In keeping silent about evil, in burying it so deep within us that no sign of it appears on the surface, we are implanting it, and it will rise up a thousand-fold in the future.
— Alexander Solzhenitsyn, The Gulag Archipelago
The foundation that oversees the revered site of our National D-Day Memorial, according to a New York Daily News report, has caused an outcry for including in its lineup of Allied leaders a bust of Joseph Stalin.
The Soviet dictator slaughtered more people than Adolf Hitler during his rule, provided no assistance in storming the beaches at Normandy in 1944, murdered millions of Ukrainians even before he and Hitler divided up Poland, triggered World War II in 1939, joined in marching a million Poles and Jews off to Siberia as Hitler’s ally, killed 22,000 Polish officers in the Katyn Forest, changed sides when Hitler invaded his territory, and then enslaved Eastern Europe for 50 years after casting out the retreating Germans.
In response to protestations by WWII veterans and relatives of those who fought and died in the war, the president of the foundation (the National D-Day Memorial Foundation, Inc.), William McIntosh, contended that Stalin’s bust is included with those of Franklin Roosevelt and Winston Churchill because the Soviets “secured the eastern front and helped win the war.”
Alex Storozynski, whose father fought on D-Day as a member of a Polish Army unit, took issue with this explanation. “Given McIntosh’s logic,” he said, “should America put up a statue of Saddam Hussein because he was an ally of the U.S. in the 1980s when we supported Iraq in a war against Iran?”
The most eloquent objection to the inclusion of Stalin’s bust came from Alan Kors, a professor of history at the University of Pennsylvania. In “Can There Be an ‘After Socialism’?” Kors passionately decried the perpetual and apathetic failure of Western intellectuals to bear witness to the unprecedented numbers of Communism’s “slain innocents” — “to step around the Everest of bodies of the victims of Communism without a tear, a scruple, a regret, an act of contrition, or a reevaluation of self, soul, and mind.”
In an equally passionate letter to the leaders of the memorial foundation, widely circulated by email, Kors wrote:
It is morally unthinkable that the butcher and sadist Stalin, who massacred even more Russians than the unspeakable Hitler, would be honored with a bust at the virtually sacred site of our National D-Day Memorial, which honors human liberation. In the name of decency, honor, and a belated mercy to his victims, I beg you reconsider your decision and to represent Russia by a bust of a brave Russian soldier. A bust of Stalin is an insult to humanity and a violation of the corpses he chose to leave in the scores of millions.
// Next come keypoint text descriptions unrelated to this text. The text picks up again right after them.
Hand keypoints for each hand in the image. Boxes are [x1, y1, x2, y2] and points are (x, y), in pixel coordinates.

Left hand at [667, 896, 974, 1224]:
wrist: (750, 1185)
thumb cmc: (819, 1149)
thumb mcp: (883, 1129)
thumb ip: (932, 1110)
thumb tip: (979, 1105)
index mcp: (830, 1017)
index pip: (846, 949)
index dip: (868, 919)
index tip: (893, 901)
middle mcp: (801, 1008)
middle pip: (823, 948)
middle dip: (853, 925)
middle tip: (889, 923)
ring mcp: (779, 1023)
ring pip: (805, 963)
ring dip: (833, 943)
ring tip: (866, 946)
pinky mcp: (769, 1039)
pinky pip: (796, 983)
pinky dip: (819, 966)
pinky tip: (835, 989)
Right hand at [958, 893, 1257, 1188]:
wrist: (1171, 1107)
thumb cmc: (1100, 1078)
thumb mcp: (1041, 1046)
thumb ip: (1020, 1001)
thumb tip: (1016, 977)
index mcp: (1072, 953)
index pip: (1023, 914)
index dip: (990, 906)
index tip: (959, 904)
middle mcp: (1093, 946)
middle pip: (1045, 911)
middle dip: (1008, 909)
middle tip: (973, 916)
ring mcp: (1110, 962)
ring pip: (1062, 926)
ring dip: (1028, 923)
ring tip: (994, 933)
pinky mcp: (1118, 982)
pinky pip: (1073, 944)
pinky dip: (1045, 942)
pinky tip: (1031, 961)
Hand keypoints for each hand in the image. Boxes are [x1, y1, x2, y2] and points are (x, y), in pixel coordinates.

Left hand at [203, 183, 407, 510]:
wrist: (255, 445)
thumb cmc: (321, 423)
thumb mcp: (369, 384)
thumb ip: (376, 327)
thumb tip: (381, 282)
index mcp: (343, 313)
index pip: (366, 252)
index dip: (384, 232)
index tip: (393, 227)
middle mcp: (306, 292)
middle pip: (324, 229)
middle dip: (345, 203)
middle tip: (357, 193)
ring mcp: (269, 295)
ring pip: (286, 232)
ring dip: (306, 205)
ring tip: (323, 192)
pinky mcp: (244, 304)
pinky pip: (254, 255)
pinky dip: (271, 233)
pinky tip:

Most likely the foundation leaders acted inattentively and insensitively, and certainly without malice of forethought, in elevating Stalin to the pantheon of WWII heroes. But in doing so they conspicuously joined with the many other prominent Westerners who have failed to bear moral witness before the world to this monster’s heinous deeds. The honor they paid him stands as a particularly ominous and hurtful example of the moral blackout that shrouds modern times.
In After Virtue, Alisdair MacIntyre warned that this — the contemporary “radical incapacity” to be guided by moral reasoning, to envisage in moral terms our dealings with the living and the dead, or even to discern our own moral blindness — will be catastrophic for the human race and must be overcome.
In the end, the celebration of Stalin at our National D-Day Memorial was, to alter Kors’s phrase, all too morally thinkable.